Bangladesh Prime Minister Sheikh Hasina on Monday visited suburban Savar to review the rescue work at following the collapse of an eight-storey building last week that killed nearly 400 people, even as rescuers lost hope to find more survivors after a fire broke out in the rubble.

Ms Hasina talked to the rescue officials about the progress of the salvage campaign and went to a nearby private facility and a military hospital where the critically wounded survivors were being treated.

Television footage showed army troops cordoning off half a kilometre area around the collapsed Rana Plaza site, restricting entry of grim-faced relatives and onlookers at the site where army engineers mobilised heavy machinery to remove tonnes of concrete and rubble.

The structure, that housed five garment factories, a bank branch and around 300 shops employing thousands of workers, collapsed on April 24. The official death toll so far is 397.

“We are now launching the second phase (of the rescue campaign),” commander of the salvage operation Major General Chowdhury Hassan Sarwardy told reporters soon after midnight.
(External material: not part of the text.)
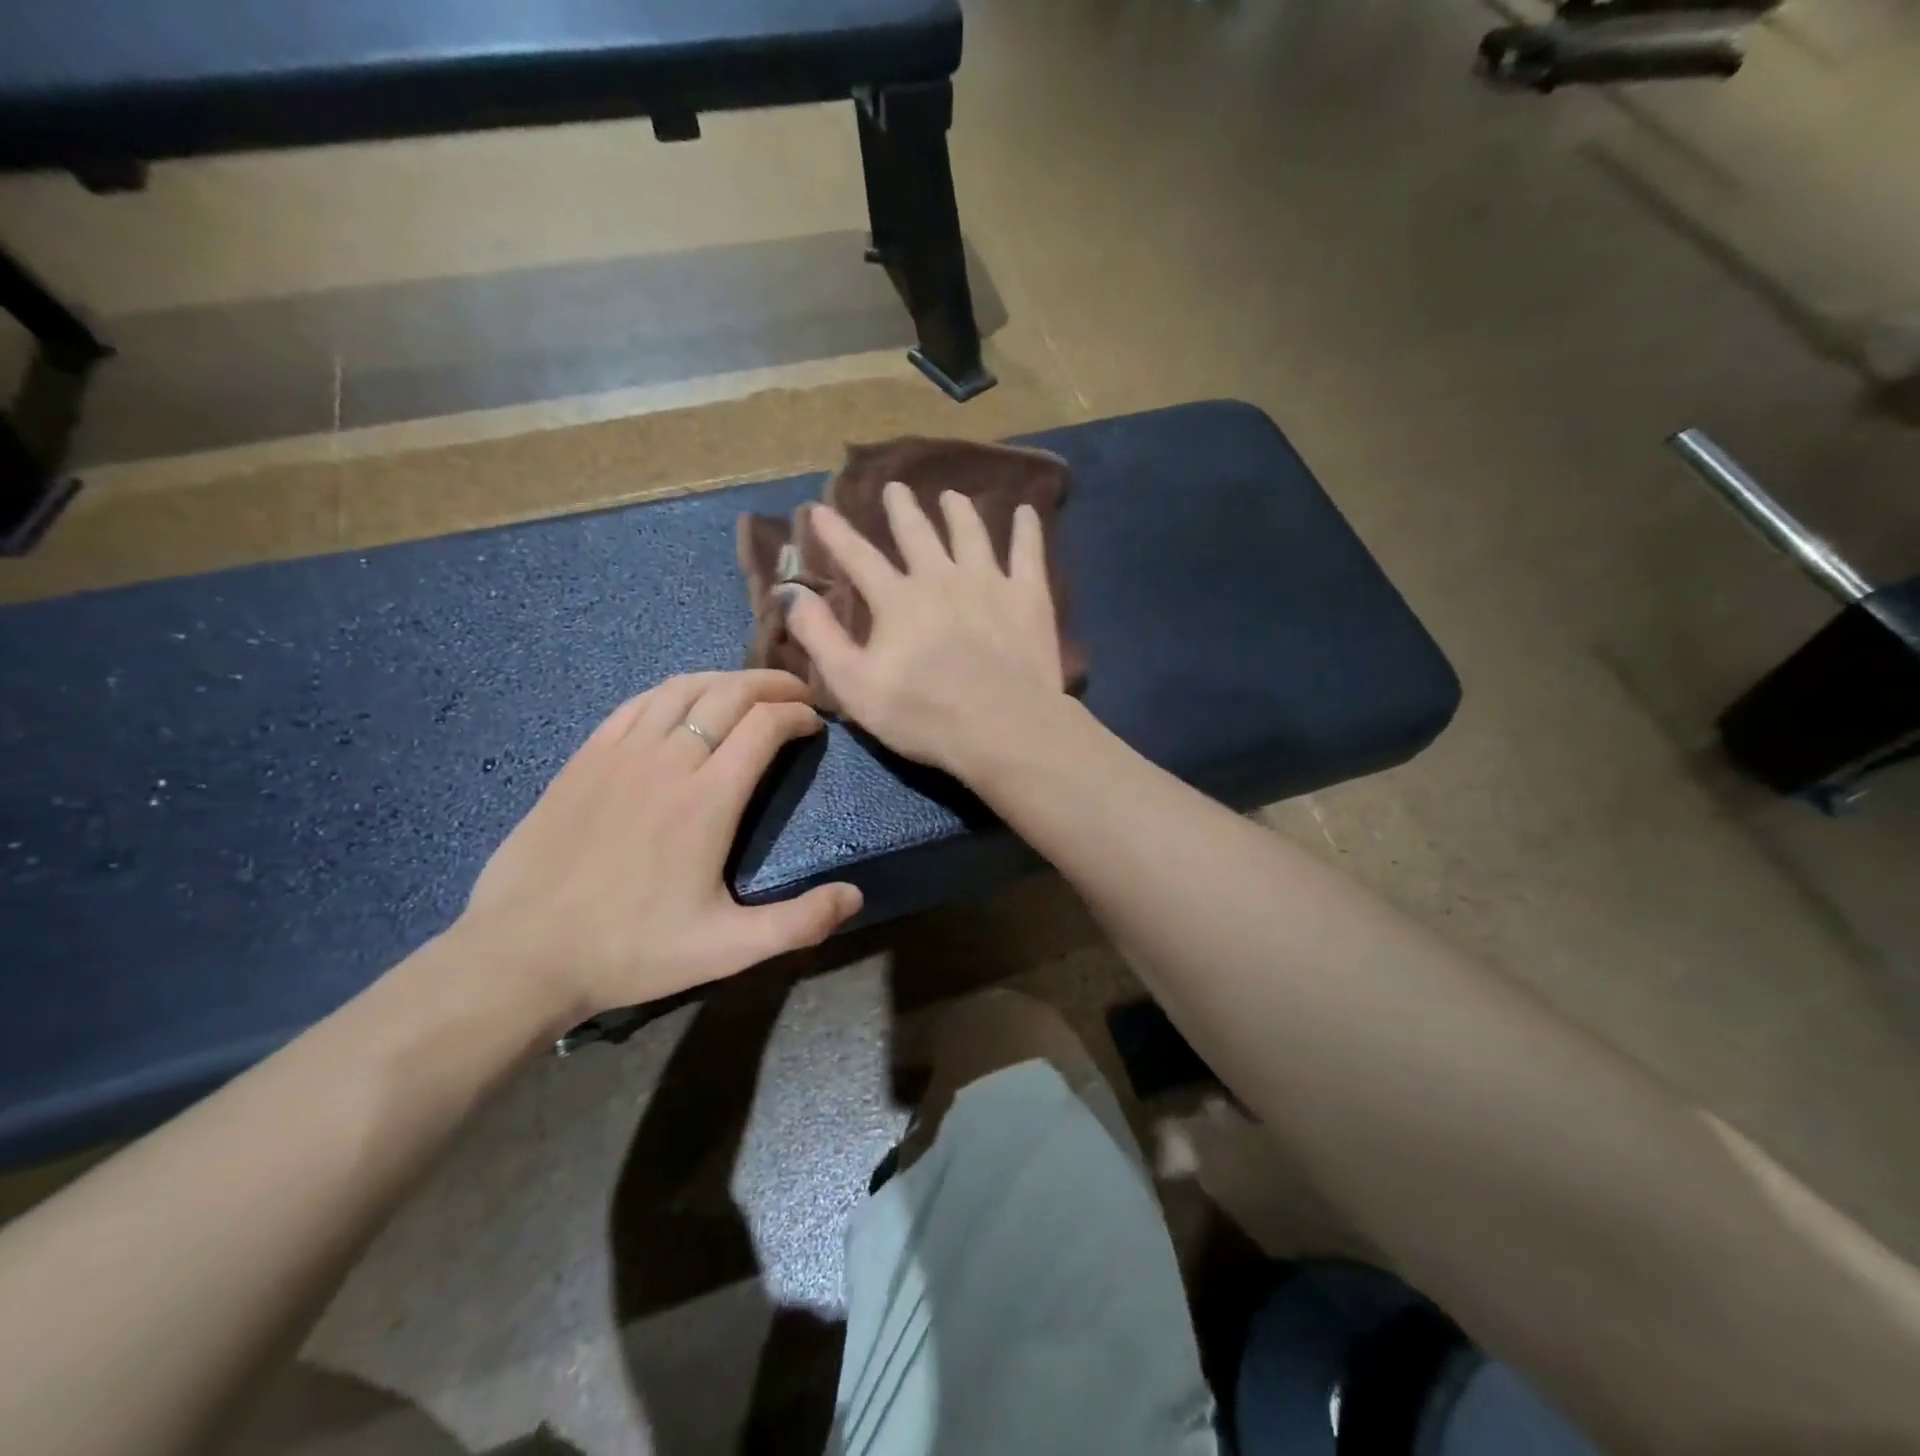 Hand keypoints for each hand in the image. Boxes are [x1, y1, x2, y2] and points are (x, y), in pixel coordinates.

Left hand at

After four days of rescue, 2443 people have been rescued.

In the first phase, rescuers crawled inside the rubble using small concrete and rod cutters fearing use of heavy machines could shake the concrete ruins endangering further the survivors inside the ruins of illegally built Rana Plaza.

But they went for the mechanical methods after hours of frantic effort to rescue alive the last detected survivor was disrupted by a fire, sparked from a rod cutting saw, apparently killing the woman.

“It is very unlikely that someone is still alive under the rubble without sufficient air and water... But Allah knows better,” a senior fire official told reporters as asked if they still expect anyone to survive.

Meanwhile, the fugitive owner of the building Sohel Rana was arrested by the elite anti-crime Rapid Action Battalion from Benapole, one of the 14 land ports with India, just as he was about to cross into West Bengal, making his arrest the fifth in the case.

A senior fire brigade official earlier told reporters at the scene that the time limit for manual rescue operations were extended as several survivors were found “miraculously” alive even hours after expiry of 72 hours, a time frame considered maximum for survival under such debris.

The last few hours of the first phase also yielded frustrations for rescuers as one of them with a choked voice described how a young girl appealed to him saying “don’t leave me brother” before taking her last breath.

Another woman volunteer cried out in extreme frustration, saying she could not save a young boy namely who “embraced me inside the debris saying please, please save my life.”

The authorities earlier on Monday said they were set to launch the second phase of the salvage campaigns as they found little rhythm or pulses of life under concrete rubble or in between sandwiched floors of Rana Plaza.

Rescuers initially set up equipment apparently selecting the midpoint of the collapsed structure as Sarwardy earlier said they would enter into the rubble on crane boxes creating boreholes from the top and pull out the survivors, if found.

Officials rescuers were now selecting calculated sites for creating boreholes to enter inside so the survivors or bodies could be retrieved safely.